Can you tell us a little about your current research and teaching interests?
Well, you don’t want to get me started on this topic—I can drone on! Most immediately, I am working on an ever-expanding visual history and digital humanities project on Gandhi and Mao as father figures of their respective nations, in collaboration with Heidelberg Sinologist Barbara Mittler.
On the one hand in doing this project, one has to fight what one colleague referred to as “Gandhi fatigue” and say “enough already!” There is such a knowledge “industry” around the Mahatma, as you know, the mastering of which is a daunting task in itself! On the other hand, I remain thoroughly challenged and excited by this project as it focuses on visual artists and the manner in which they have engaged with Gandhi as their muse, something that has really not been systematically documented and analyzed.
There is much that is bleak and quite worrisome about India today, but not to my mind in the world of contemporary Indian art where I find a range of innovative work that continues to hold me in thrall. I hope to communicate some of the excitement of this work in a course that I teach at Duke called “Gandhi, King, Mandela,” which focuses on civil disobedience as a global and comparative historical phenomenon.
I also teach a course on global philanthropy titled “Private Wealth, Public Giving,” which connects up to my other area of research in educational philanthropy in colonial and postcolonial India. Today, education (school and collegiate) has emerged as the number one sector for giving in India. My scholarly project traces the historical roots of this new tradition of giving, with a focus on the Madras Presidency and Tamil Nadu.
You grew up in India—what’s one thing you look forward to on return trips?
Well, I grew up in New Delhi in the 1970s and 80s—it was quite a different city in those years than what it is today: a lively and very livable place, although I daresay like many of us, I am suffering from nostalgia for my childhood and early adulthood haunts!

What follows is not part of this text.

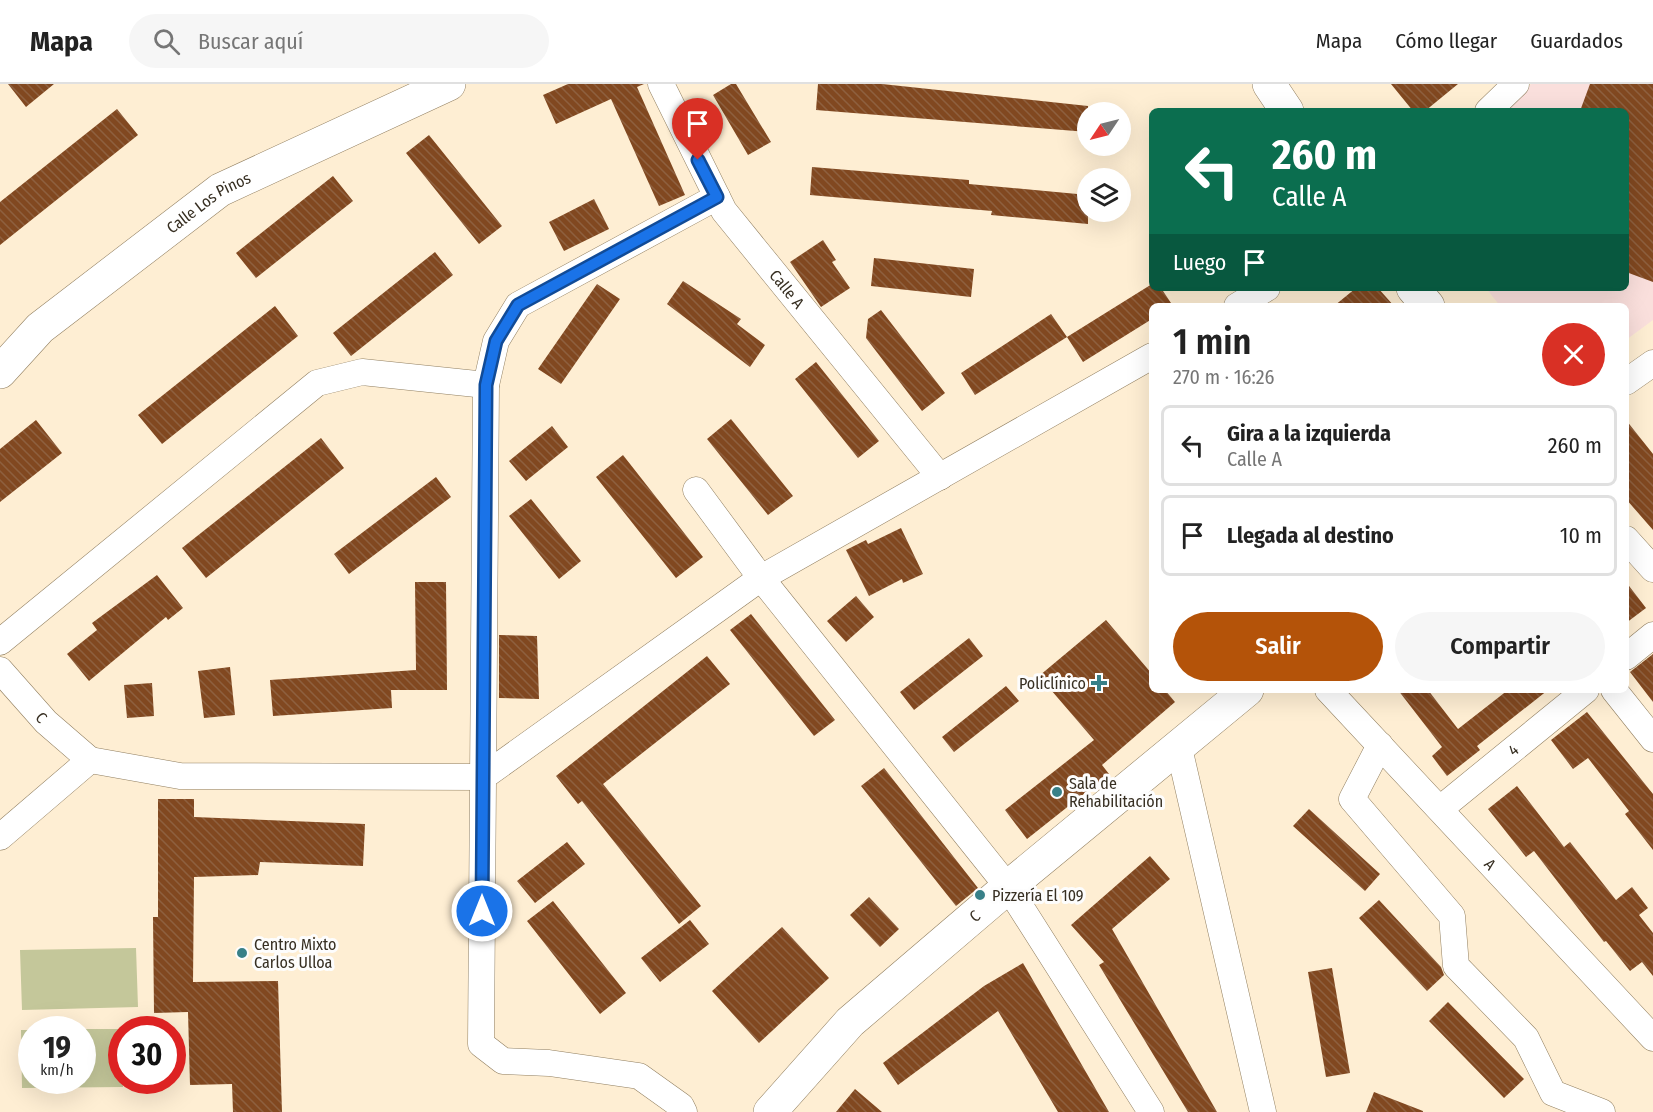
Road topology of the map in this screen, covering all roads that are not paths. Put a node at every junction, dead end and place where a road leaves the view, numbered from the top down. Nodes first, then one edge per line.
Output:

One of my favorites remains Bengali Market and particularly Nathu’s Sweets: I rarely miss visiting the place on my trips to Delhi to eat their chaat and gol guppa! Street food in India has gotten rather sophisticated, even very upscale, with pricey versions of what Nathu’s does so well being served in five star restaurants. I am happy that that option is available to folks, but would also heartily recommend a visit to Bengali Market for those who have not checked it out!